Saved entries:
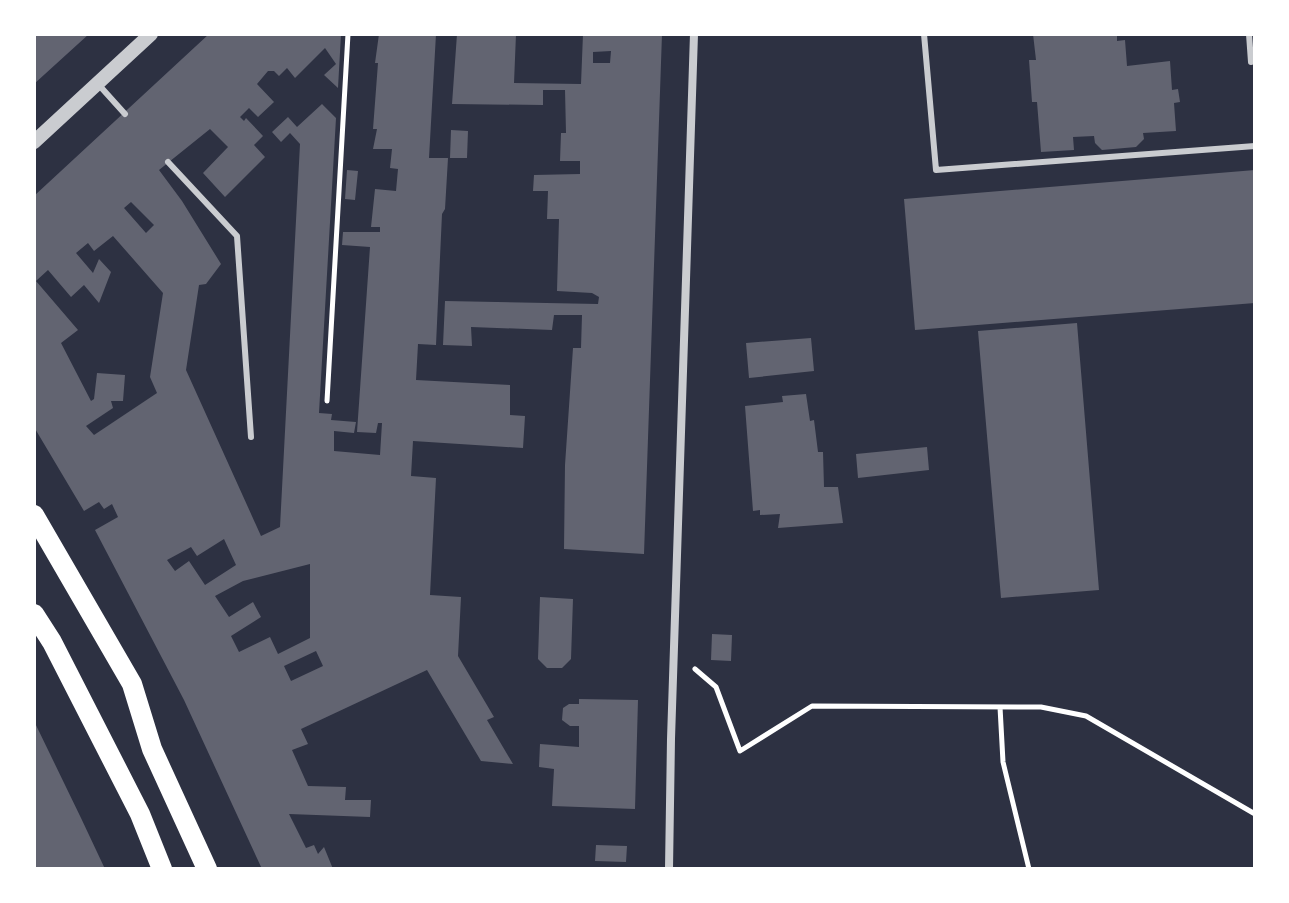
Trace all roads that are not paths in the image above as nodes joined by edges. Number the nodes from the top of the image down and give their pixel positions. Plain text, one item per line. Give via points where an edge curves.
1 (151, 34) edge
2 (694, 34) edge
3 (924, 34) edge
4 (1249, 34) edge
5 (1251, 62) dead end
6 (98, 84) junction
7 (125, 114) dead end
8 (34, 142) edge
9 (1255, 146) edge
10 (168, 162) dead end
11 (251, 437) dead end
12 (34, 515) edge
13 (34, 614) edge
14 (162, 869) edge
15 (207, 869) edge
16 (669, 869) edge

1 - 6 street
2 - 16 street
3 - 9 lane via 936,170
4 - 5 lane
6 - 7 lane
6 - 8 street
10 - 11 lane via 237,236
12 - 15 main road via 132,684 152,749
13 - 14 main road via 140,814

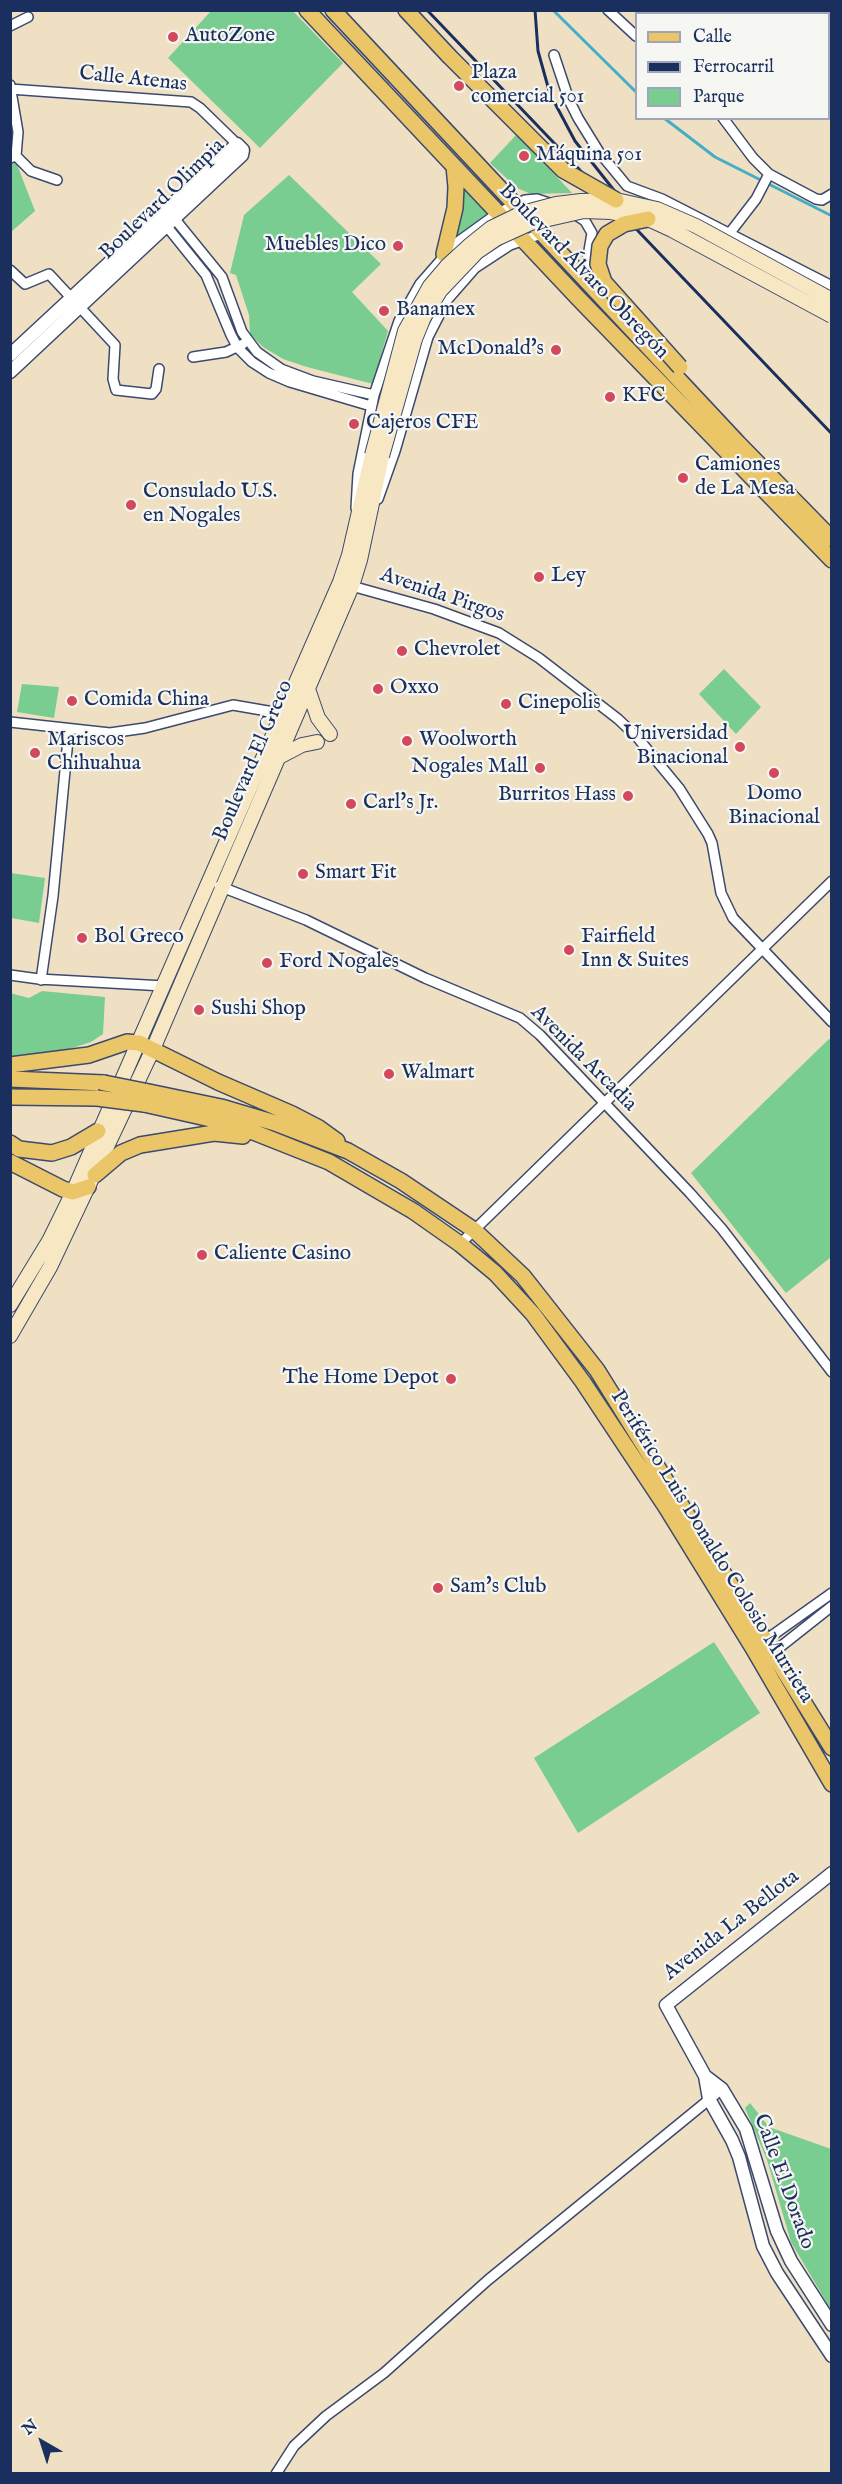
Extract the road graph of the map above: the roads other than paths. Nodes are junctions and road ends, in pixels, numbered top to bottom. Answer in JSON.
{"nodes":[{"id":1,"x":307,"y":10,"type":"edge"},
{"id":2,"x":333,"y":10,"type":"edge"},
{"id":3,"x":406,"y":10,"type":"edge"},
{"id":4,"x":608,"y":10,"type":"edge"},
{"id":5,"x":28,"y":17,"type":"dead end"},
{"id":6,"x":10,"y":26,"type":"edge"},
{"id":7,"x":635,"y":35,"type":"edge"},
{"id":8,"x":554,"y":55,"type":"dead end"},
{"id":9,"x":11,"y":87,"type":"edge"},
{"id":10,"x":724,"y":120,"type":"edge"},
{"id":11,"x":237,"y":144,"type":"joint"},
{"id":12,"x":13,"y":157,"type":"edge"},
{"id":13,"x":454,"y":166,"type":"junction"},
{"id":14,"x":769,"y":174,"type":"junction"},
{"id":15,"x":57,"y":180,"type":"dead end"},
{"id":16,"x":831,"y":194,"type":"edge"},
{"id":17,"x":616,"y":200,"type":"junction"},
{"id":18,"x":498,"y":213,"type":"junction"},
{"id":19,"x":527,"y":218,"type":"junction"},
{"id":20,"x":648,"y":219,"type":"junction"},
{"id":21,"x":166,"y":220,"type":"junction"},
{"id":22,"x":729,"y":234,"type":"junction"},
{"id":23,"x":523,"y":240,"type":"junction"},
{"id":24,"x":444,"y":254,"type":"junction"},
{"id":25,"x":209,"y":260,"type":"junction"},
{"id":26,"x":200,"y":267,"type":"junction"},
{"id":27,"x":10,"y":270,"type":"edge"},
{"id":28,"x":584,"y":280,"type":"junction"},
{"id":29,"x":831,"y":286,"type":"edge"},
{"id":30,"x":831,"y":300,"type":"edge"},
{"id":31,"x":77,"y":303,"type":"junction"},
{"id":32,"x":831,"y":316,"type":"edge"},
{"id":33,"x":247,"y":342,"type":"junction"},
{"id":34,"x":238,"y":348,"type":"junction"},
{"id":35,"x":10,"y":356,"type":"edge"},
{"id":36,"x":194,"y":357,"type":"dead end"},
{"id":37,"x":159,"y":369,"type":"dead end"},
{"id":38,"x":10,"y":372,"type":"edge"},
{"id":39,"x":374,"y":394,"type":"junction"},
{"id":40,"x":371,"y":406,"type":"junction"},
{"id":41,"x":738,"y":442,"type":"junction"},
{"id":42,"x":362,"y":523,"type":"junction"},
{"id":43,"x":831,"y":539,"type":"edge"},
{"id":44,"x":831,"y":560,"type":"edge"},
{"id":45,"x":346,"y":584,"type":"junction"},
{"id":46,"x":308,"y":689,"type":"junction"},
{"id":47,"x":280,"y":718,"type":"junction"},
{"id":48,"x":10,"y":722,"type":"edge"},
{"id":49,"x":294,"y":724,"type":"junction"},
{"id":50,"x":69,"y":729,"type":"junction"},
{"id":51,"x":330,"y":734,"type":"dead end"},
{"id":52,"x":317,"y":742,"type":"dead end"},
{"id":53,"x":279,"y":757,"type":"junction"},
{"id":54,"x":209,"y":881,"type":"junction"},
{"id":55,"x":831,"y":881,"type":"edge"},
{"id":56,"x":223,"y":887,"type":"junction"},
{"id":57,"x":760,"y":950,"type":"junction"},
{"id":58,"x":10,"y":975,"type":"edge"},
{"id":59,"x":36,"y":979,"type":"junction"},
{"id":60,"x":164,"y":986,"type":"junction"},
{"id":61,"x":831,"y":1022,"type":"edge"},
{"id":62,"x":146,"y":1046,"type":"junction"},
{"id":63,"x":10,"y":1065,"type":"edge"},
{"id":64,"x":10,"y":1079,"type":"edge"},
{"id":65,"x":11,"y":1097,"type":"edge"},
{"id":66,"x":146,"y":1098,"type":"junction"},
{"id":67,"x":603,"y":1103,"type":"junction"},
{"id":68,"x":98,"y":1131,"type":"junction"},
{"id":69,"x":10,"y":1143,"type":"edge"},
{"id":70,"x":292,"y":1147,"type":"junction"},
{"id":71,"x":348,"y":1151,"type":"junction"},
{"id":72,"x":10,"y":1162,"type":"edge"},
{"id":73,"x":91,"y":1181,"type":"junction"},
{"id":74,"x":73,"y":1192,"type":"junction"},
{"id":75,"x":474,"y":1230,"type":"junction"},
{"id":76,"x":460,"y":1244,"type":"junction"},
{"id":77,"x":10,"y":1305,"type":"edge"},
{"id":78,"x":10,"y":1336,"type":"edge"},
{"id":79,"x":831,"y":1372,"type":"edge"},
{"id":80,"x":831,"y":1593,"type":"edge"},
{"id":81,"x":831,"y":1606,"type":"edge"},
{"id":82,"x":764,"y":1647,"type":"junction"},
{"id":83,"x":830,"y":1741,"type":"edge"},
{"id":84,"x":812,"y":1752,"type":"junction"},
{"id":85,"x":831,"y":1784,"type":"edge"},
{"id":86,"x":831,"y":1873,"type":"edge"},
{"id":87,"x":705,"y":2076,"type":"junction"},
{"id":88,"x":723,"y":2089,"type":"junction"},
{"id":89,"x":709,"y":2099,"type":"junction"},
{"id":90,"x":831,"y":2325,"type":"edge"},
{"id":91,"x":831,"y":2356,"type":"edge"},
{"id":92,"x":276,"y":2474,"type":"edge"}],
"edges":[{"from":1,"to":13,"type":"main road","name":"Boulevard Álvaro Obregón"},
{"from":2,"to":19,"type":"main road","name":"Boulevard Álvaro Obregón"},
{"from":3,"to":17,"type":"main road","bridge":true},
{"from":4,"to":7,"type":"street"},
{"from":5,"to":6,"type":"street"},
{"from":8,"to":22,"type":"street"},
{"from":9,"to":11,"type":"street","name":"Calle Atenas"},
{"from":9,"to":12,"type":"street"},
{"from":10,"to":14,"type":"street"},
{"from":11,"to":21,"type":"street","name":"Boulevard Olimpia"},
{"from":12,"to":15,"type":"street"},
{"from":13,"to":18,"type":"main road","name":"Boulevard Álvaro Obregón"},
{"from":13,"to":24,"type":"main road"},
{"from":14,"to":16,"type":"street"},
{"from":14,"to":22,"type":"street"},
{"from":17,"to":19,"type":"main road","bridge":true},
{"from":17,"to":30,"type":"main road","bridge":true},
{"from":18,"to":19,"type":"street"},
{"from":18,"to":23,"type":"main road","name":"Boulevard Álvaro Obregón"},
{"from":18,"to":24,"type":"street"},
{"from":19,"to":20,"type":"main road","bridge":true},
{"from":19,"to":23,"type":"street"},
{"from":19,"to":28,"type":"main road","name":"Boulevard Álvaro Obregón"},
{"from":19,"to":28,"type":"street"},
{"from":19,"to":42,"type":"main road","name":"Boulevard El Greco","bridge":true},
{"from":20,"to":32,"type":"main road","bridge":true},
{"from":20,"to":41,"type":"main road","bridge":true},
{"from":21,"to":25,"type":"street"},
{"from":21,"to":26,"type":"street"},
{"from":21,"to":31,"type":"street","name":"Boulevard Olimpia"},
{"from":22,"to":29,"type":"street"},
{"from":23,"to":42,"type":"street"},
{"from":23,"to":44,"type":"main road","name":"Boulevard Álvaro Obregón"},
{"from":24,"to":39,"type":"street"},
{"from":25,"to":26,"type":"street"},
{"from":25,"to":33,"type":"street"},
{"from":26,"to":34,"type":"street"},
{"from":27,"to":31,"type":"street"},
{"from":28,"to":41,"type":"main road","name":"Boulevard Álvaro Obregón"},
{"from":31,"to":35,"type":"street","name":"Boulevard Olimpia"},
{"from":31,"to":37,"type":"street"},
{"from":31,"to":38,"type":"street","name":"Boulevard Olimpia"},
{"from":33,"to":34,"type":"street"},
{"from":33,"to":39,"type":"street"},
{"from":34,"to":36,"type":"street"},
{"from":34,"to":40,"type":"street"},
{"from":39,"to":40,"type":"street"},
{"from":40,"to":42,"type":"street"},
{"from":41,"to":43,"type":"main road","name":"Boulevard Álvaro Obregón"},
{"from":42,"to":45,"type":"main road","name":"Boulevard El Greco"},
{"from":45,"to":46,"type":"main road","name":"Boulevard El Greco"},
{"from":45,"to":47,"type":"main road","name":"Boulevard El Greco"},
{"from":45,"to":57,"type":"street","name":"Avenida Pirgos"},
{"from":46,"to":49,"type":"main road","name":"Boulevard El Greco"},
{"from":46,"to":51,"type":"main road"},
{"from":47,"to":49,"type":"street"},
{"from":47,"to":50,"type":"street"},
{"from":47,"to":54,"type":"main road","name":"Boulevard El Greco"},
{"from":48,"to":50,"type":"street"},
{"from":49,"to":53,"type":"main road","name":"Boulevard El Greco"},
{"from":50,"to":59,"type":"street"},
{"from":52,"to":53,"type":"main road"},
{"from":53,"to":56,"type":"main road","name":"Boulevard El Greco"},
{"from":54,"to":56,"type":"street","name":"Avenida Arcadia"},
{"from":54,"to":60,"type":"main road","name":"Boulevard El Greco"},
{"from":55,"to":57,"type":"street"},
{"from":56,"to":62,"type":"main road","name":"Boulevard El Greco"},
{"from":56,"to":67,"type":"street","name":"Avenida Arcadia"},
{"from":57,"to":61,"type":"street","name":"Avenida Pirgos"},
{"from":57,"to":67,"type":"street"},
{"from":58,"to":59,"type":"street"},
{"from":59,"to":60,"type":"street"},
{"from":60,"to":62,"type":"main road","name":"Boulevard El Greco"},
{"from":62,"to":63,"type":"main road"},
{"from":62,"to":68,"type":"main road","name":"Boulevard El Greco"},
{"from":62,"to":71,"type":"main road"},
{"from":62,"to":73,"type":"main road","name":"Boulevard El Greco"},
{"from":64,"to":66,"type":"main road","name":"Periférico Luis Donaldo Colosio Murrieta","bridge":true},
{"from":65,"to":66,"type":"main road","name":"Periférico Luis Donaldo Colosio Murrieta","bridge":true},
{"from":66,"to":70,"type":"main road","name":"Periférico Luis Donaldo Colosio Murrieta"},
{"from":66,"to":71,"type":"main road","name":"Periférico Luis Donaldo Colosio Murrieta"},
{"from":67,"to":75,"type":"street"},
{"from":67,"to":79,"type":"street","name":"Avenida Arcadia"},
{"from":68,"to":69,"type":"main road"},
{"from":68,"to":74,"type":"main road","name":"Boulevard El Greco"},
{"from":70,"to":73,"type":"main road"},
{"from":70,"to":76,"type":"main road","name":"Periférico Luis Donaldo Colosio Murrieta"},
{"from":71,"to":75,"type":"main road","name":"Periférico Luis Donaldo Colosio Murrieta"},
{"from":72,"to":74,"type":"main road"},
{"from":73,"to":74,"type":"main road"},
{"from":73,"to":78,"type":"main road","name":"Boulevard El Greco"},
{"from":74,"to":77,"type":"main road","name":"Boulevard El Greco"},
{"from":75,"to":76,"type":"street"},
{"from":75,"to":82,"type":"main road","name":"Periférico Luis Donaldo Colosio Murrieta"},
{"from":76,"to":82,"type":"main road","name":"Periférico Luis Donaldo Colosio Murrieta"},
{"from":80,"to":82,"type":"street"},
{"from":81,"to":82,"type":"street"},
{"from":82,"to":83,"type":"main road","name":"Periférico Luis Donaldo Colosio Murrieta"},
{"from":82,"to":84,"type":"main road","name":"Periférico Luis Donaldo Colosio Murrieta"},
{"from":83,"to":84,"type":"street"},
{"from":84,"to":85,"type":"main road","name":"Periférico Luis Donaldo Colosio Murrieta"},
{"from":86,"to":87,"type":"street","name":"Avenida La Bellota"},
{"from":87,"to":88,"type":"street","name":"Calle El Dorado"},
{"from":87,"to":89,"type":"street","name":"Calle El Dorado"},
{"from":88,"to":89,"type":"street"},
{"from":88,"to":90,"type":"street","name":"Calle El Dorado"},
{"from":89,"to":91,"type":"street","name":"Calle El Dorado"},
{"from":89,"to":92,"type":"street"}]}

**Work to complete**
Show the lines above that have the word "Dorado".

**Your response**
{"from":87,"to":88,"type":"street","name":"Calle El Dorado"},
{"from":87,"to":89,"type":"street","name":"Calle El Dorado"},
{"from":88,"to":90,"type":"street","name":"Calle El Dorado"},
{"from":89,"to":91,"type":"street","name":"Calle El Dorado"},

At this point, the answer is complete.